◆ **Source material**:
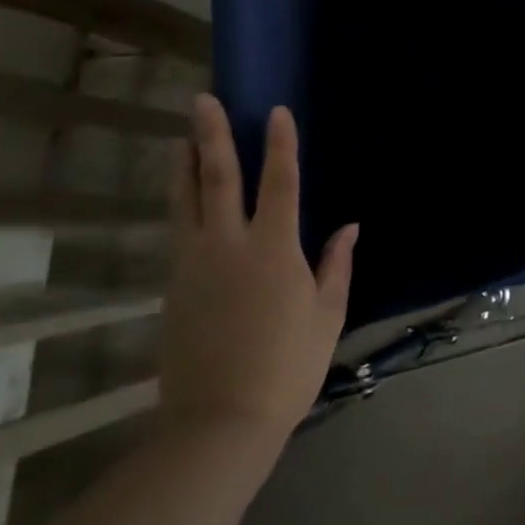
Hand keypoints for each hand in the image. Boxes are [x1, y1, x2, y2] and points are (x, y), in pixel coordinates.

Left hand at [159, 96, 356, 460]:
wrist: (219, 423)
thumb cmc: (287, 366)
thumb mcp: (327, 314)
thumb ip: (337, 264)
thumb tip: (350, 226)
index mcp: (274, 248)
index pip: (279, 181)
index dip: (280, 143)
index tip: (276, 111)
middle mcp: (229, 245)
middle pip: (218, 177)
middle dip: (211, 135)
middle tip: (202, 100)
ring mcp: (194, 264)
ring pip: (185, 201)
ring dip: (184, 164)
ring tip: (182, 136)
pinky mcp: (174, 287)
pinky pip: (177, 232)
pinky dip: (180, 204)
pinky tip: (183, 197)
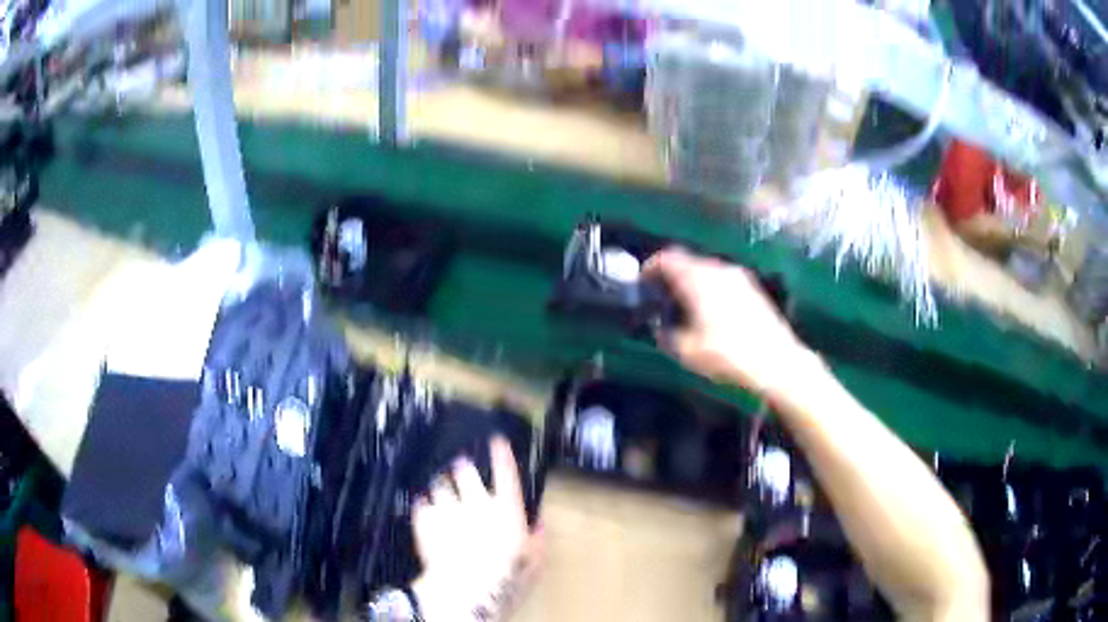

◆ **Task to carry out**:
Leave the pictures behind and transcribe every record above exactly.

◆ **Result below**:
Hand keypoints for each hand in the image. Boxes are [x1, y1, x2, y2] and points are (x, y), in pixel coordinates.

Left hand at [159, 96, 356, 460]:
wrist: (219, 423)
thumb cmc: (287, 366)
thumb mcp: (327, 314)
thumb ip: (337, 264)
thumb tip: (350, 226)
index mcp: (274, 248)
index pip: (279, 181)
index dip: (280, 143)
index tip: (276, 111)
middle mcp: (229, 245)
middle pip: (218, 177)
middle dip: (211, 135)
middle tip: (202, 100)
ring mcp: (194, 264)
ring pip: (185, 201)
ring dip: (184, 164)
ring tip: (182, 136)
pinky mcp: (174, 287)
pinky pip: (177, 232)
pinky dip: (180, 204)
pinky tip: (183, 197)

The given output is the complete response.